Suzanne Rheinstein’s Amazing Montecito Makeover
I loved seeing Suzanne Rheinstein‘s Montecito house in Architectural Digest but I didn’t realize what a major renovation she undertook until I saw the old real estate listing photos and before photos. The architecture firm, Bories and Shearron, who worked on the house with Suzanne posted some of the before photos of the house built in 1971, as did interior designer Courtnay Daniels. She posted a photo on Instagram of her architect husband Gil Schafer in the very dated kitchen and how Suzanne has bought the house sight unseen. Suzanne asked the two of them if they would check it out while they were in Santa Barbara and she was unable to travel. I think they thought she was a bit crazy as it looked like a major project but it’s a testament to Suzanne Rheinstein‘s experience and taste that it now looks like a house that is perfect for a Nancy Meyer’s movie.
Suzanne Rheinstein is my style idol. I will definitely be copying her chic look one day.
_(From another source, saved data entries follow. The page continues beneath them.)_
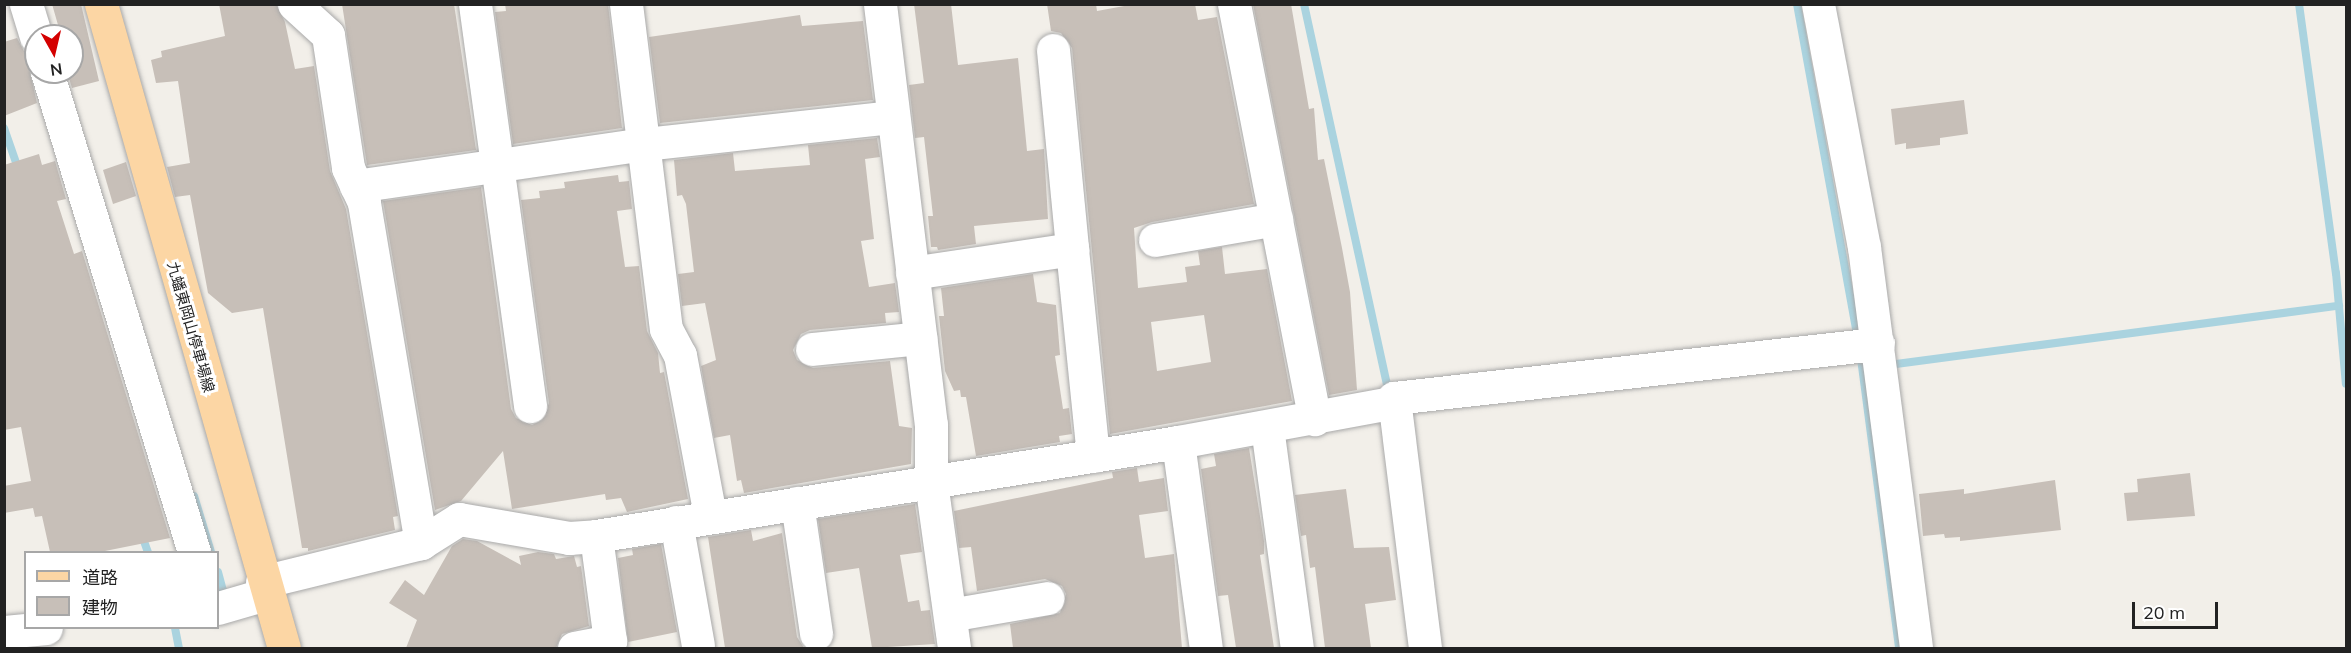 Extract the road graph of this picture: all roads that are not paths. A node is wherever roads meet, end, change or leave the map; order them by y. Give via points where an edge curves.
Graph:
1 (26, 4) edge
2 (101, 4) edge
3 (294, 4) edge
4 (475, 4) edge
5 (626, 4) edge
6 (880, 4) edge
7 (1234, 4) edge
8 (1818, 4) edge
9 (32, 24) edge
10 (1053, 50) dead end
11 (51, 84) edge
12 (893, 117) junction
13 (644, 144) junction
14 (497, 166) junction
15 (356, 186) junction
16 (1276, 219) junction
17 (1155, 240) dead end
18 (1072, 249) junction
19 (912, 273) junction
20 (920, 338) junction
21 (1865, 345) junction
22 (812, 349) dead end
23 (1390, 403) junction
24 (530, 406) dead end
25 (1315, 419) junction
26 (1267, 427) junction
27 (1178, 442) junction
28 (1093, 456) junction
29 (931, 482) junction
30 (797, 503) junction
31 (710, 516) junction
32 (676, 522) junction
33 (596, 536) junction
34 (421, 543) junction
35 (194, 551) edge
36 (264, 588) junction
37 (1048, 598) dead end
38 (219, 608) edge
39 (950, 615) junction
40 (29, 629) edge
41 (4, 632) edge
42 (816, 634) dead end
43 (698, 645) dead end
44 (284, 648) edge
45 (574, 648) edge
46 (954, 648) edge
47 (1206, 648) edge
48 (1297, 648) edge
49 (1425, 648) edge
50 (1916, 648) edge

1 - 9 street
2 - 36 main road, 九蟠東岡山停車場線
3 - 15 street via 328,35 348,168
4 - 14 street
5 - 13 street
6 - 12 street
7 - 16 street
8 - 21 street
10 - 18 street
11 - 35 street
12 - 13 street
12 - 19 street
13 - 14 street
13 - 31 street via 666,329 680,355
14 - 15 street
14 - 24 street
15 - 34 street via 364,202
16 - 17 street
16 - 25 street
18 - 19 street
18 - 28 street
19 - 20 street
20 - 22 street
20 - 29 street via 931,424
21 - 23 street via 1394,398
21 - 50 street
23 - 25 street
23 - 49 street
25 - 26 street
26 - 27 street
26 - 48 street
27 - 28 street
27 - 47 street
28 - 29 street
29 - 30 street
29 - 39 street
30 - 31 street
30 - 42 street
31 - 32 street
32 - 33 street
32 - 43 street
33 - 34 street via 569,538 459,519
33 - 45 street via 610,641
34 - 36 street
36 - 38 street
36 - 44 main road, 九蟠東岡山停車場線
37 - 39 street
39 - 46 street
40 - 41 street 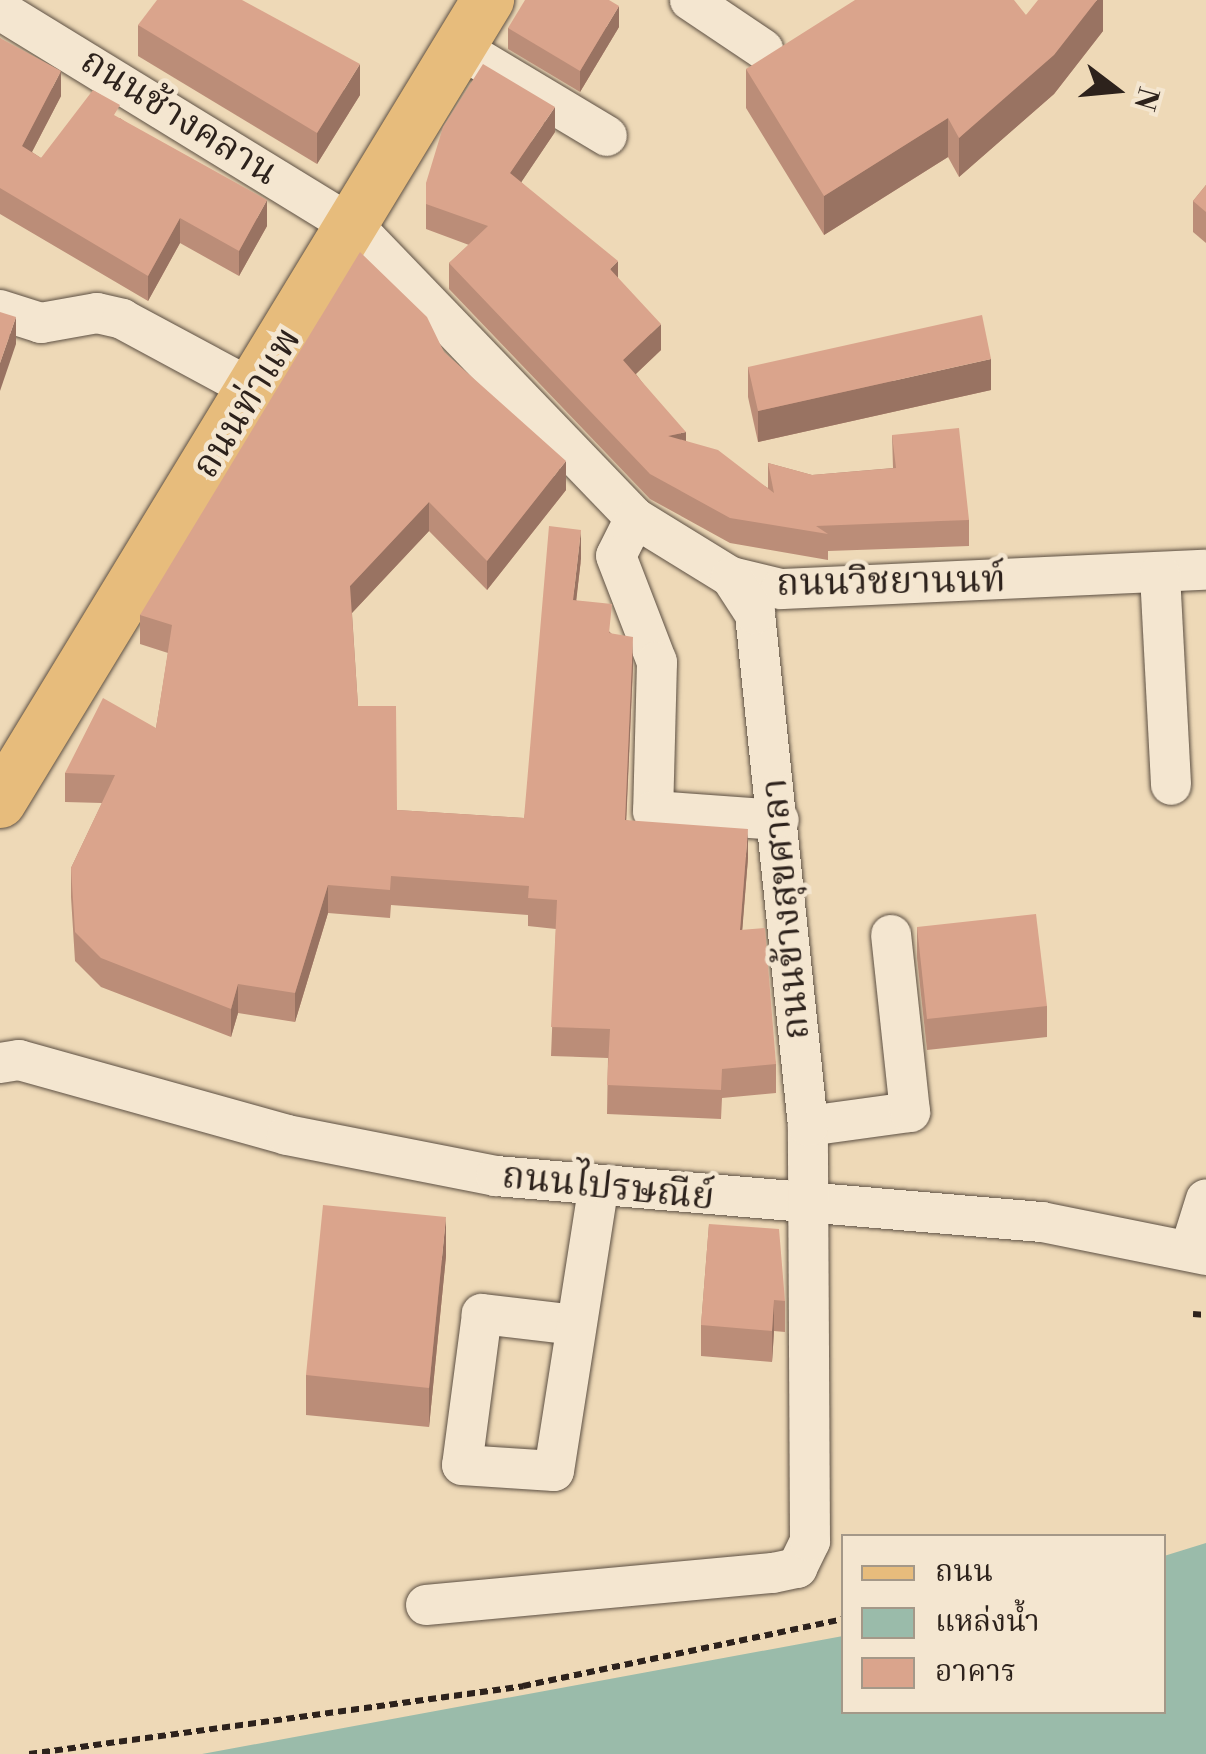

This is a rendering from Boires and Shearron. “From the outside, the house had a kind of 1970s Fire Island aesthetic,” says James Shearron. “It was totally of its moment, but it also had a kind of abstract, sculptural quality.” Adds Richard Bories, “The more we looked at it, the more we realized that it related to the early Montecito Spanish vernacular. There was real form underneath all that fashion of its moment. Now the house looks and feels shockingly different, even though we kept the building envelope.”
I couldn’t find a flooplan of the house but I did find an old aerial photo that gives you an idea of the old property layout with the large round swimming pool. It’s also strange that the driveway to the garage side of the house is cut off from the other parking area. Perhaps it was used as a service entrance for the former owner’s staff.
In the new aerial photo, you can see the footprint of the house remained the same but the outside became better integrated to the overall layout.
The big mound of mulch is not very aesthetically pleasing entrance to the former incarnation.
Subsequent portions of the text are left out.